Brillante "Dante" Mendoza (born July 30, 1960) is a Filipino independent filmmaker. Mendoza is known one of the key members associated with the Filipino New Wave.

Career 
He was born and raised in San Fernando, Pampanga. He took advertising arts of the College of Architecture and Fine Arts at the University of Santo Tomas.

He has directed sixteen films since 2005, also he credited some cinematographer and production designer under his alias. His first frequent collaboration with actor Coco Martin in seven films including Masahista, Summer Heat, Foster Child, Tirador, Serbis, Kinatay, and Captive.

On July 25, 2016, he directed the first State of the Nation Address of President Rodrigo Duterte. Mendoza also directed Duterte's second State of the Nation Address on July 24, 2017.

Filmography

Recognition
He is the first Filipino filmmaker to receive the Best Director award for his film Kinatay at the 62nd Cannes Film Festival. His 2009 film Lola won the award for Best Film at the 6th Dubai International Film Festival.

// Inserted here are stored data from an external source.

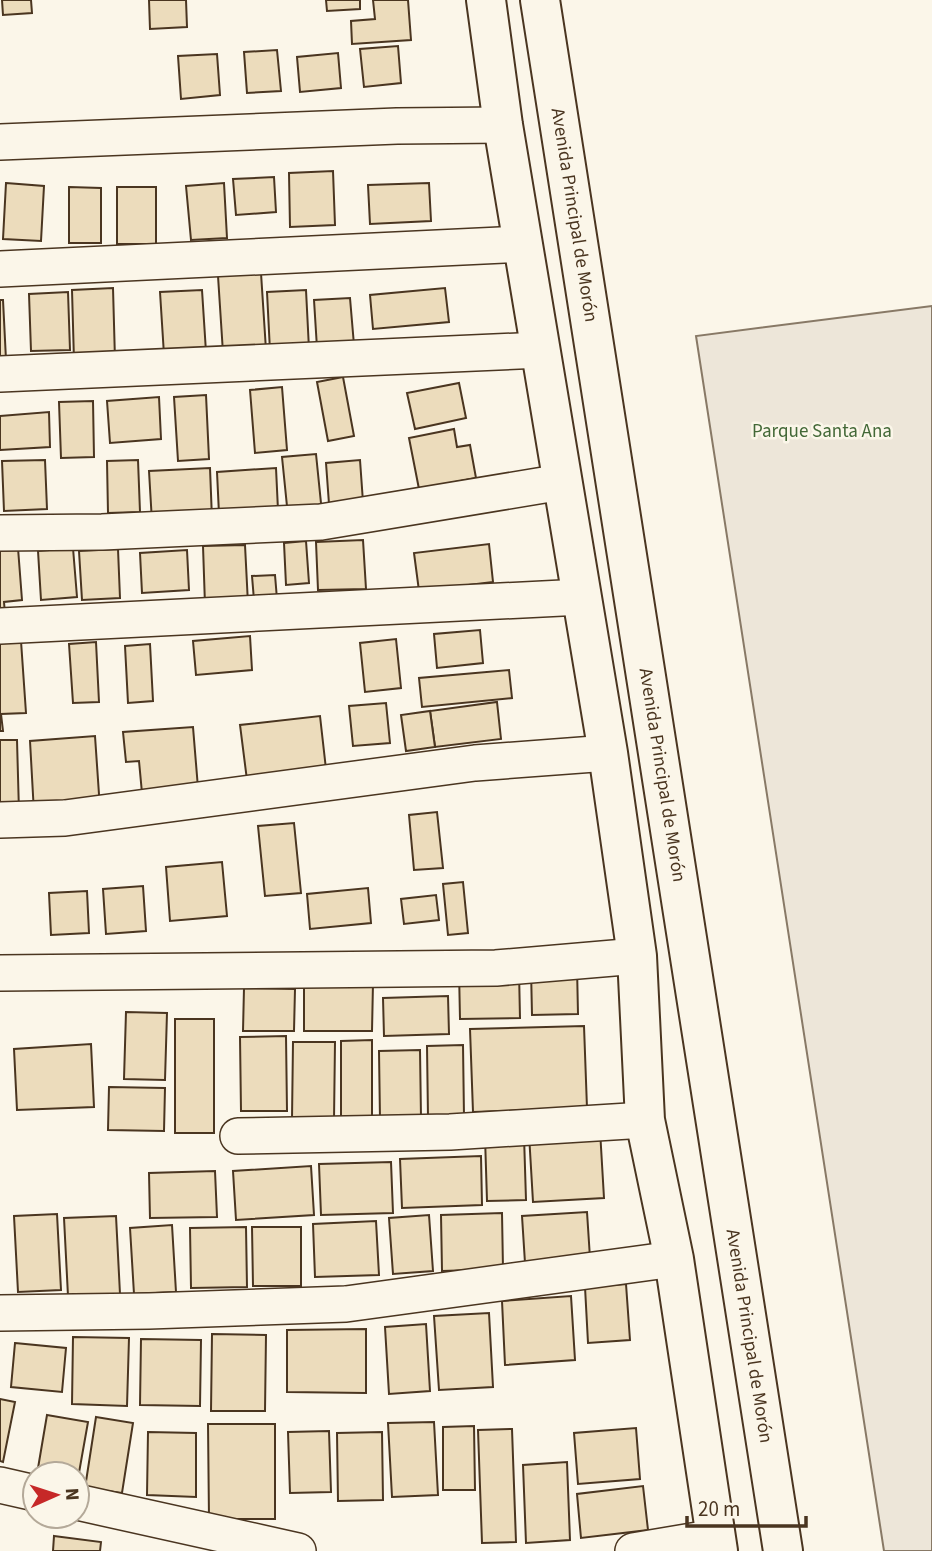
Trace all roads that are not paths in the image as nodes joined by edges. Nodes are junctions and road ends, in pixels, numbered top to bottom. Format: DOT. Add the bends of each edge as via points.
graph roads {
  1 [pos="486,0"];
  2 [pos="541,0"];
  3 [pos="503,125"];
  4 [pos="0,142"];
  5 [pos="523,244"];
  6 [pos="0,269"];
  7 [pos="541,350"];
  8 [pos="0,374"];
  9 [pos="562,482"];
  10 [pos="0,533"];
  11 [pos="582,597"];
  12 [pos="0,625"];
  13 [pos="608,753"];
  14 [pos="0,820"];
  15 [pos="637,956"];
  16 [pos="0,973"];
  17 [pos="645,1121"];
  18 [pos="238,1136"];
  19 [pos="674,1259"];
  20 [pos="0,1313"];
  21 [pos="0,1485"];
  22 [pos="21,1490"];
  23 [pos="91,1505"];
  24 [pos="717,1544"];
  25 [pos="298,1551"];
  26 [pos="634,1551"];
  27 [pos="783,1551"];
  1 -- 3 [label="main road"];
  2 -- 27 [label="main road, Avenida Principal de Morón"];
  3 -- 4 [label="street"];
  3 -- 5 [label="main road"];
  5 -- 6 [label="street"];
  5 -- 7 [label="main road"];
  7 -- 8 [label="street"];
  7 -- 9 [label="main road"];
  9 -- 10 [label="street" via="321,522"];
  9 -- 11 [label="main road"];
  11 -- 12 [label="street"];
  11 -- 13 [label="main road"];
  13 -- 14 [label="street" via="475,764 65,818"];
  13 -- 15 [label="main road"];
  15 -- 16 [label="street" via="496,968"];
  15 -- 17 [label="main road"];
  17 -- 18 [label="street" via="450,1132"];
  17 -- 19 [label="main road"];
  19 -- 20 [label="street" via="346,1304"];
  19 -- 24 [label="main road"];
  21 -- 22 [label="street"];
  23 -- 25 [label="street"];
  24 -- 26 [label="street"];
}
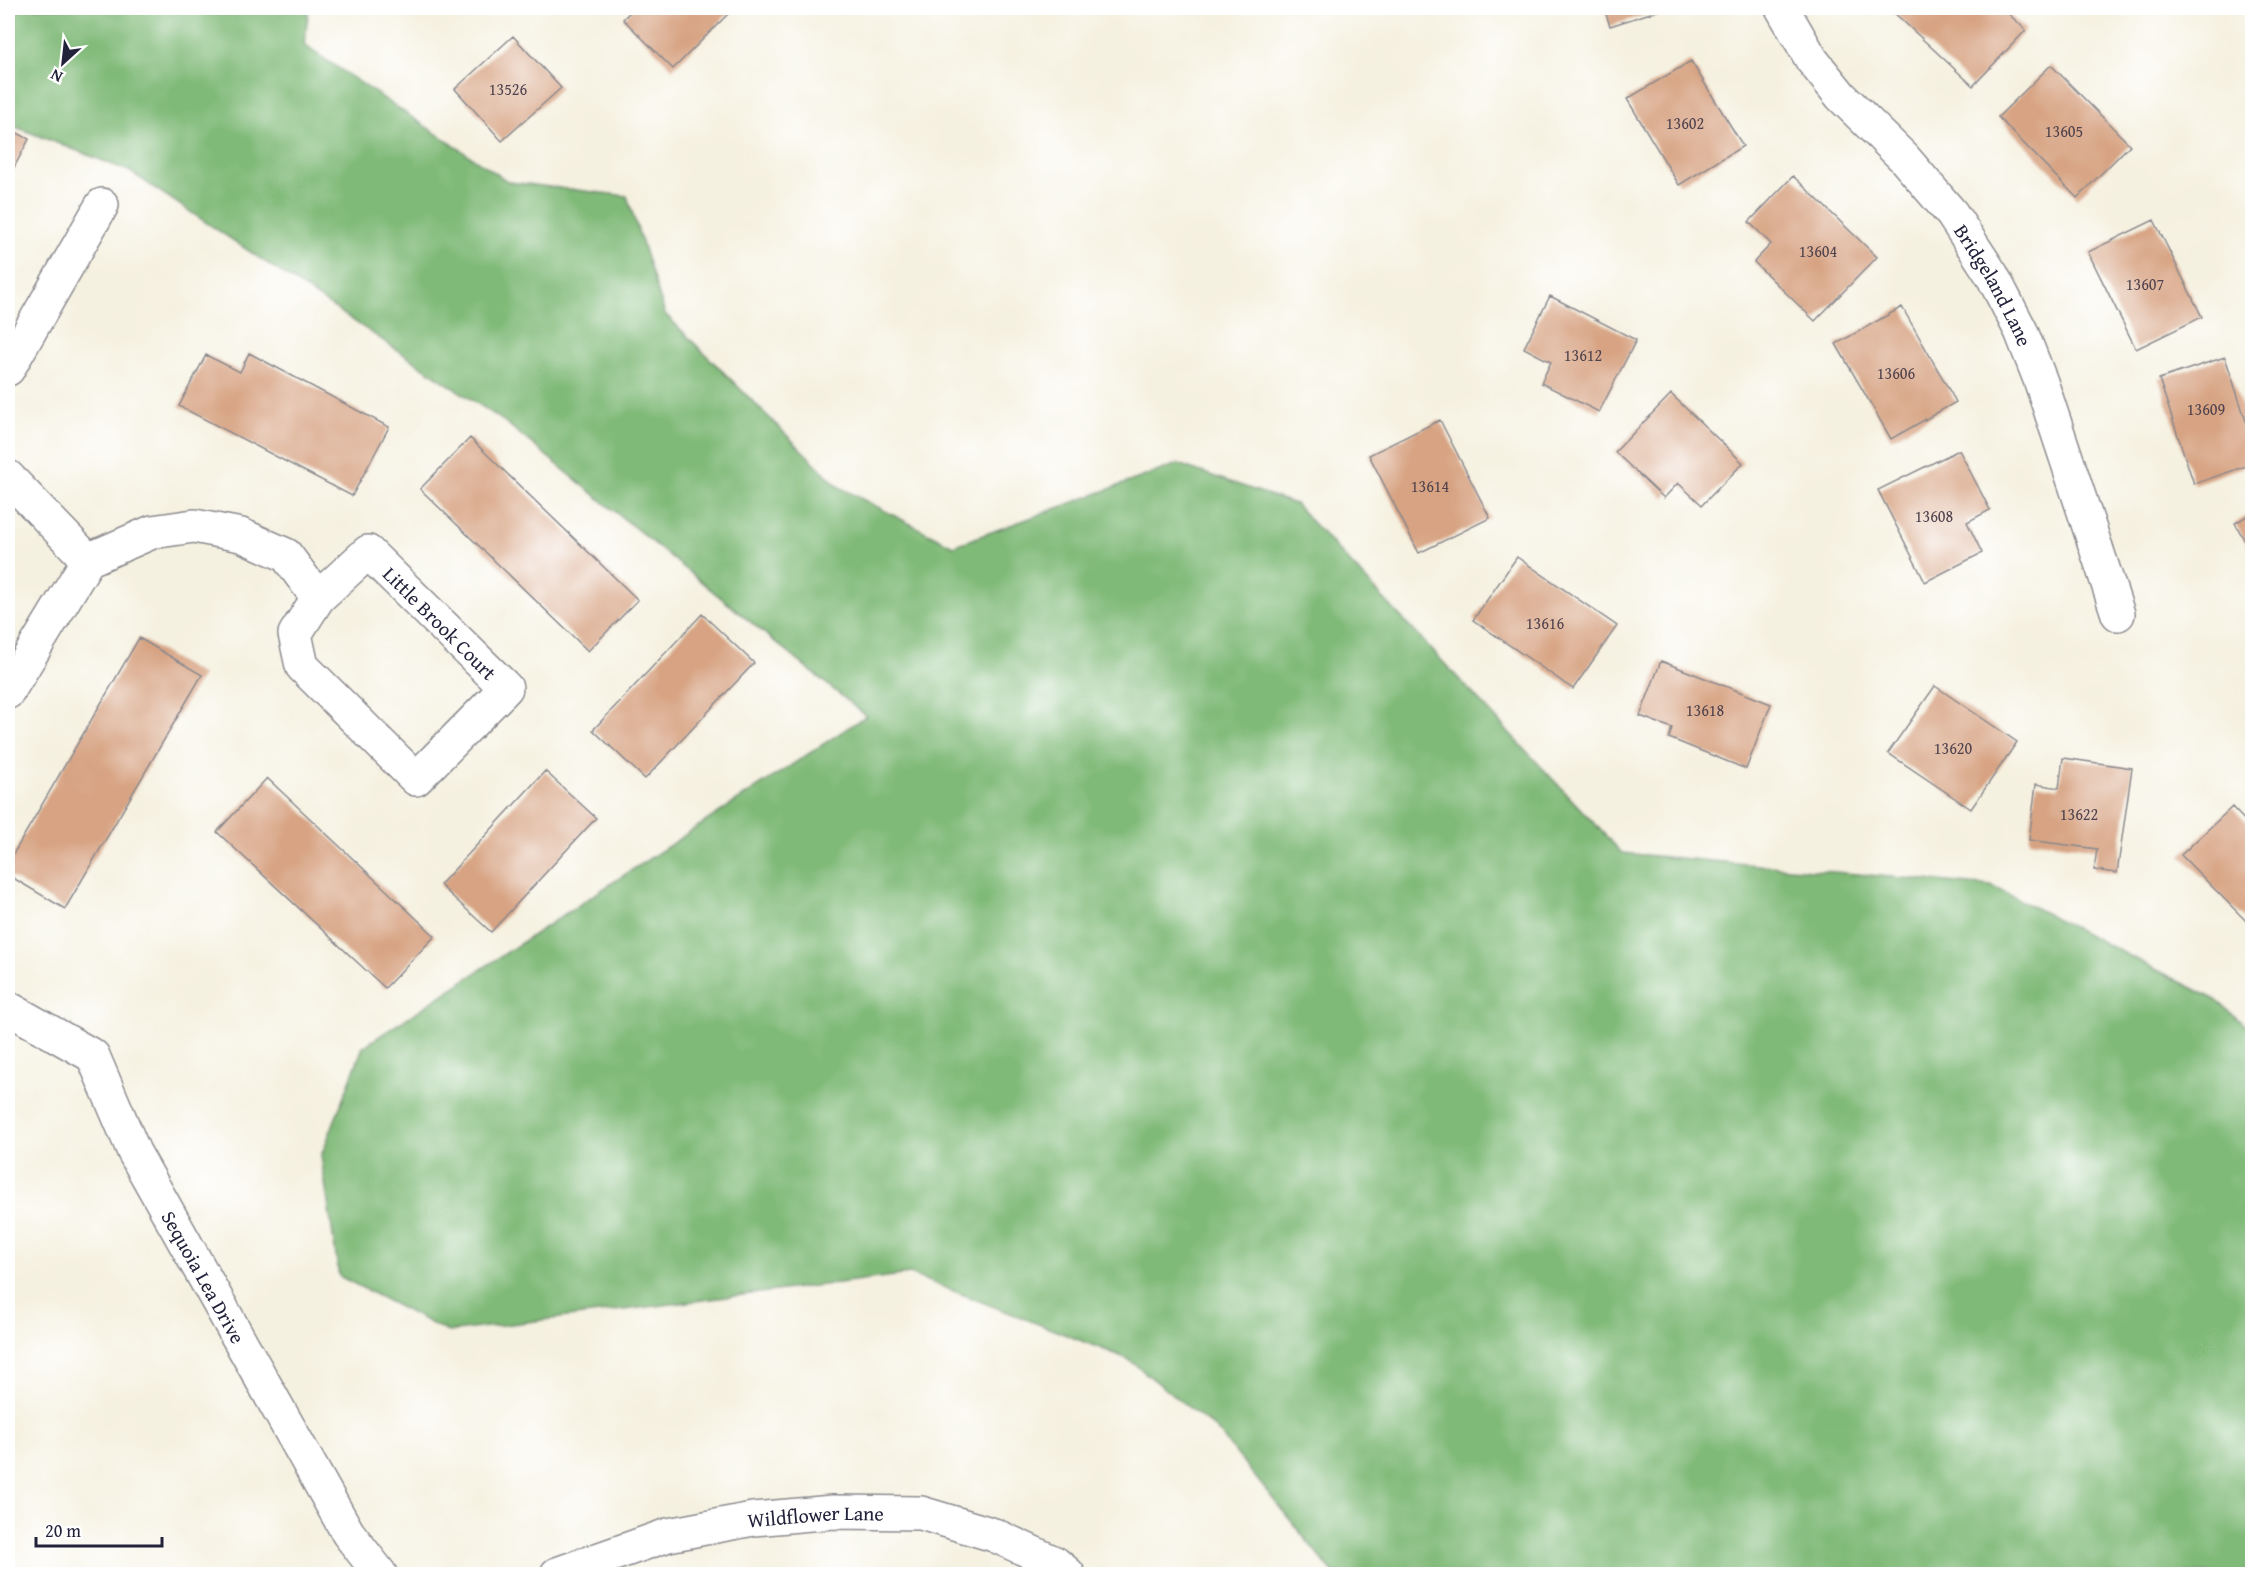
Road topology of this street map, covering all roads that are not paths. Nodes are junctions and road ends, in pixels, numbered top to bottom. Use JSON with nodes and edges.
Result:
{"nodes":[{"id":1,"x":1782,"y":8,"type":"edge"},
{"id":2,"x":102,"y":205,"type":"dead end"},
{"id":3,"x":8,"y":369,"type":"edge"},
{"id":4,"x":8,"y":477,"type":"edge"},
{"id":5,"x":88,"y":560,"type":"junction"},
{"id":6,"x":318,"y":598,"type":"junction"},
{"id":7,"x":2118,"y":614,"type":"dead end"},
{"id":8,"x":8,"y":692,"type":"edge"},
{"id":9,"x":8,"y":1008,"type":"edge"},
{"id":10,"x":380,"y":1575,"type":"edge"},
{"id":11,"x":557,"y":1575,"type":"edge"},
{"id":12,"x":1068,"y":1575,"type":"edge"}],
"edges":[{"from":1,"to":7,"type":"street","name":"Bridgeland Lane"},
{"from":2,"to":3,"type":"street"},
{"from":4,"to":5,"type":"street"},
{"from":5,"to":6,"type":"street"},
{"from":5,"to":8,"type":"street"},
{"from":6,"to":6,"type":"street","name":"Little Brook Court"},
{"from":9,"to":10,"type":"street","name":"Sequoia Lea Drive"},
{"from":11,"to":12,"type":"street","name":"Wildflower Lane"}]}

His 2012 film Captive was shown in competition at the 62nd Berlin International Film Festival in February 2012. His 2012 film Thy Womb competed for the Golden Lion at the 69th Venice International Film Festival and earned Mendoza the award for Achievement in Directing at the Asia Pacific Screen Awards in 2012.

His film Taklub was selected to be screened in the Un Certain Regard section at the 2015 Cannes Film Festival.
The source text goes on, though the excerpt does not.